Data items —
+++

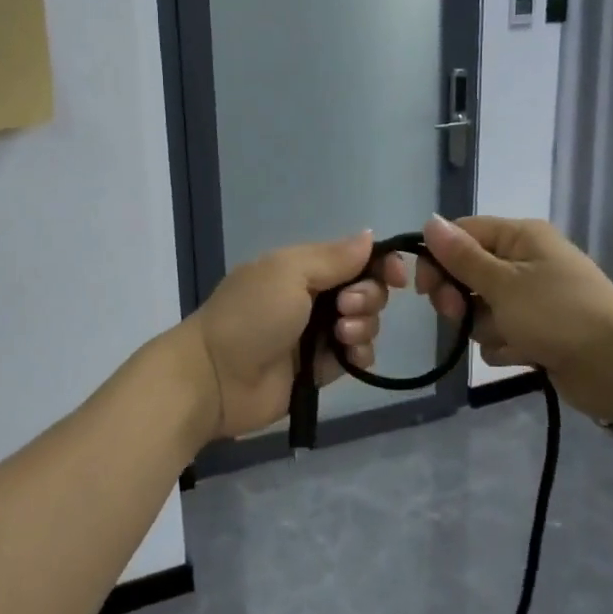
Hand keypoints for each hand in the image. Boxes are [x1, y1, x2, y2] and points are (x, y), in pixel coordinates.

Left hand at [184, 231, 407, 438]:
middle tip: (343, 309)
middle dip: (368, 297)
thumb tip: (369, 236)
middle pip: (367, 290)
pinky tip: (349, 355)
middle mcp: (314, 298)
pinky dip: (360, 354)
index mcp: (303, 268)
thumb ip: (333, 257)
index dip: (381, 264)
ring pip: (366, 324)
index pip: (355, 258)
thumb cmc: (251, 315)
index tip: (396, 275)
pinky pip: (357, 357)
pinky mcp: (322, 370)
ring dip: (364, 326)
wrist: (216, 377)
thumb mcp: (288, 273)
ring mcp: (318, 335)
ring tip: (341, 335)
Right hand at [417, 214, 612, 423]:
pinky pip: (500, 335)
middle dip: (460, 299)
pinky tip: (524, 355)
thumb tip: (429, 220)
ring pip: (480, 309)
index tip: (425, 290)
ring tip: (510, 337)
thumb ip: (462, 256)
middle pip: (467, 274)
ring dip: (486, 328)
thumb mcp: (503, 282)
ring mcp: (531, 299)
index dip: (438, 259)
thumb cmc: (558, 314)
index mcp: (520, 237)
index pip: (461, 234)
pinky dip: (505, 346)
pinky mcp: (537, 331)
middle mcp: (524, 262)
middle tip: (459, 315)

+++

Problem details — Your answer must be an exact transcription of every entry, minus the pictures.

Completed exercise —
Hand keypoints for each hand in the image. Boxes are [x1, y1, x2, y2] and points are (x, y), in pixel coordinates.

Left hand at [184, 231, 407, 438]:
middle tip: (343, 309)
middle dip: (368, 297)
thumb tip: (369, 236)
middle pip: (367, 290)
pinky tip: (349, 355)
middle mcp: (314, 298)
pinky dip: (360, 354)
index mcp: (303, 268)
thumb ip: (333, 257)
index dip: (381, 264)
ring pip: (366, 324)
index pip: (355, 258)
thumb cmc: (251, 315)
index tip: (396, 275)
pinky pip: (357, 357)
pinky mcp: (322, 370)
ring dip: (364, 326)
wrist: (216, 377)
thumb mcp: (288, 273)
ring mcp: (318, 335)
ring tip: (341, 335)
Right hand at [417, 214, 612, 423]:
pinky pip: (500, 335)
middle dip: (460, 299)
pinky tip: (524, 355)
thumb tip: (429, 220)
ring pip: (480, 309)
index tip: (425, 290)
ring tip: (510, 337)
thumb ip: (462, 256)
middle pip: (467, 274)
ring dip: (486, 328)
thumb mcp: (503, 282)
ring mcp: (531, 299)
index dip: (438, 259)
thumb cmc: (558, 314)
index mcp: (520, 237)
index pip: (461, 234)
pinky dip: (505, 346)
pinky mcp: (537, 331)
middle mcp: (524, 262)
middle tip: (459, 315)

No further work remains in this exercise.